Reforming democracy, reforming social values
Key elections around the world highlight differences in evolution of democracy
By Martin Jan Stransky
Jan 06, 2005
If there is a single barometer of the political situation in a given country, it is elections. In the last three months, we have witnessed elections in, among other countries, the United States, Afghanistan, the CzechRepublic and Ukraine. All, in their own way, are pivotal.
Within the cacophony of debate on globalization and its effects, there is a chorus of debate about politics and the nature of democracy itself. Most agree that the nature of politics is changing and that the mechanisms of politics and democracy are becoming outdated in an evolutionary manner.
Such a view needs to be examined. First, this is a purely Western perspective, ignoring the fact that the world is divided into vastly different historical time-frame continuums. In parts of Africa and Central America and in Haiti, elections serve as opportunities for planned coups (military or tribal), with the inevitable ensuing massacres and purges. In the Islamic world, where socio-political evolution stopped in the 17th century, there are 25 countries without a single functioning democracy. Local factions, coalitions, religious mullahs and (war) lords still control every aspect of society. China and Russia, which have never known democracy, are not much different. In China, voting is still held in darkness by the perpetual cultural mindset of overseeing master versus subject. In Russia, the mindset of most people, from peasant to Putin, remains Czarist. Vladimir Putin’s seemingly outlandish statements protesting the course of events in Ukraine and telling the West to mind its own business do not represent a departure from his norm but rather a return to it. Our surprise simply betrays a naive hope that somehow Russia is actually up to speed with the West. It is not.
For some countries, such as Afghanistan and Iraq, simply having an election come off is a precedent-setting step. The Afghan election meant a break with the centuries-old mindset of clan rule and the recent tyrannical rule of Muslim extremists. That’s why there is so much pre-election violence in Iraq, where the war is now being waged predominantly by those same extremists who are supported by external funding from countries such as Syria. No matter what one may think of George W. Bush and his policies, a democratically thinking electorate in any Muslim country is the bane of Muslim dictatorships and terrorist organizations. Like all first steps, the steps of the young, elected government won’t be smooth. But like most infants, the country will get back up, stumble forward, and slowly learn as it goes along.
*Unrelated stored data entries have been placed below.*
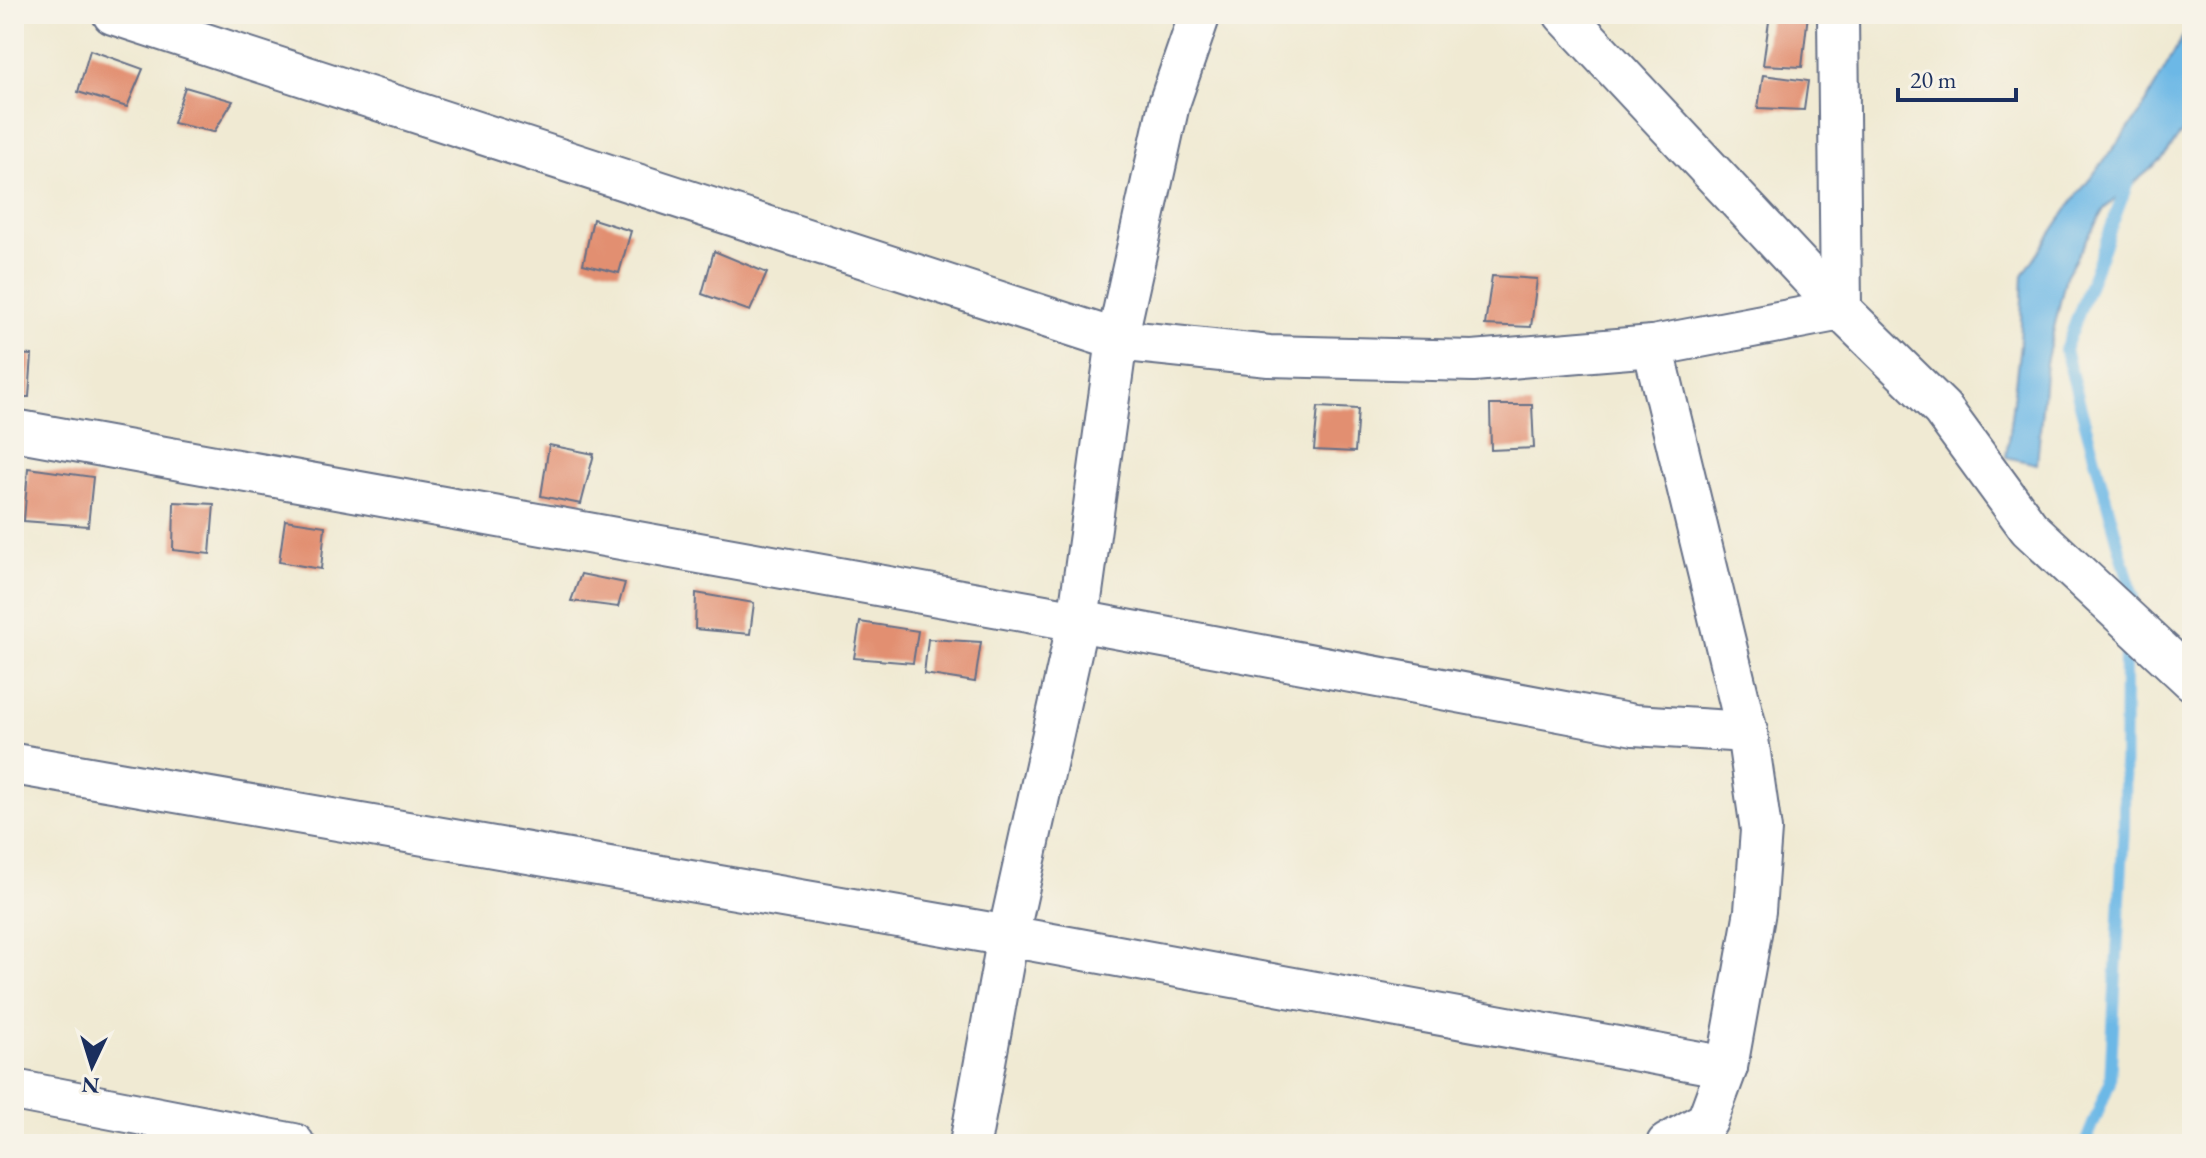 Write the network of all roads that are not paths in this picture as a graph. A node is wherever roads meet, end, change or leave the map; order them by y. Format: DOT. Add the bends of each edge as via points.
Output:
graph roads {
  1 [pos="113,14"];
  2 [pos="1200,14"];
  3 [pos="1564,14"];
  4 [pos="1838,14"];
  5 [pos="1841,310"];
  6 [pos="1117,340"];
  7 [pos="1653,346"];
  8 [pos="14,430"];
  9 [pos="1078,621"];
  10 [pos="2192,680"];
  11 [pos="1747,732"];
  12 [pos="14,764"];
  13 [pos="1008,936"];
  14 [pos="1727,1067"];
  15 [pos="14,1090"];
  16 [pos="294,1144"];
  17 [pos="970,1144"];
  18 [pos="1667,1144"];
  1 -- 6 [label="street"];
  2 -- 6 [label="street" via="1169,104"];
  3 -- 5 [label="street"];
  4 -- 5 [label="street"];
  5 -- 7 [label="street"];
  5 -- 10 [label="street" via="1942,409 2029,528"];
  6 -- 7 [label="street" via="1269,356 1473,361"];
  6 -- 9 [label="street"];
  7 -- 11 [label="street"];
  8 -- 9 [label="street"];
  9 -- 11 [label="street" via="1634,725"];
  9 -- 13 [label="street"];
  11 -- 14 [label="street" via="1761,830 1755,911"];
  12 -- 13 [label="street"];
  13 -- 14 [label="street"];
  13 -- 17 [label="street"];
  14 -- 18 [label="street" via="1707,1121"];
  15 -- 16 [label="street"];
}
In the Czech Republic, as in the United States and the rest of the Western world, we have luxurious conditions, starting with freedom from political harassment or the risk of being shot on one’s way to the voting booth, and ending with the evolutionary events that created our present civil society. Here, the lack of voter participation stems from apathy. The causes of the apathy differ, however. In post-communist countries, there is still a disconnect with the fact that democracy is dependendent on — and influenced by — voter participation. In Western Europe and in the United States, where the past few generations have lived in relative peace and have enveloped themselves in the rising mantra of consumerism, voter apathy stems both from freedom of economic movement and from voters’ disconnection from the candidates. The candidates, carefully manicured stereotypes with pre-programmed statements, are thrust forth from parties whose ideological differences seem to get more and more narrow. However, when those differences rise up and become both apparent and important, as in the recent U.S. elections, voters man the battle lines, proving that the system still has a very legitimate and decisive role.
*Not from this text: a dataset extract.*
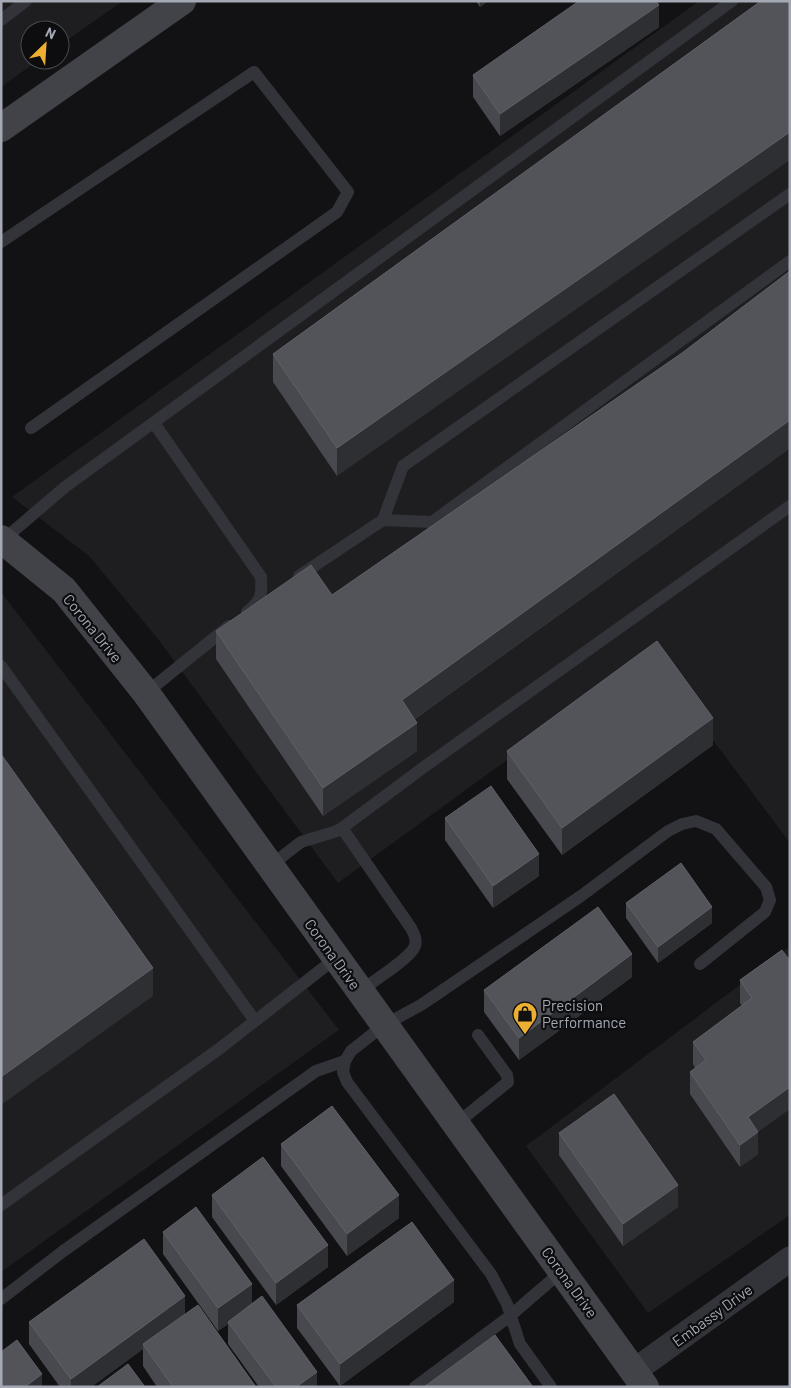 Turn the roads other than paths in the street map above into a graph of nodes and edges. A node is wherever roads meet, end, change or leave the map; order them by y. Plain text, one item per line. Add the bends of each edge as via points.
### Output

In such developed countries, it’s not democracy that is in need of reform but rather societal values. Society needs to lean forward from its comfortable couch and look beyond its manicured lawn and realize that we live on a planet that, despite globalization, actually consists of many different worlds. Some of them have real, meaningful elections but most of them still do not.
— The author is a physician and publisher of The New Presence and Pritomnostmagazines (www.narodni.cz). This piece was written for The Prague Post.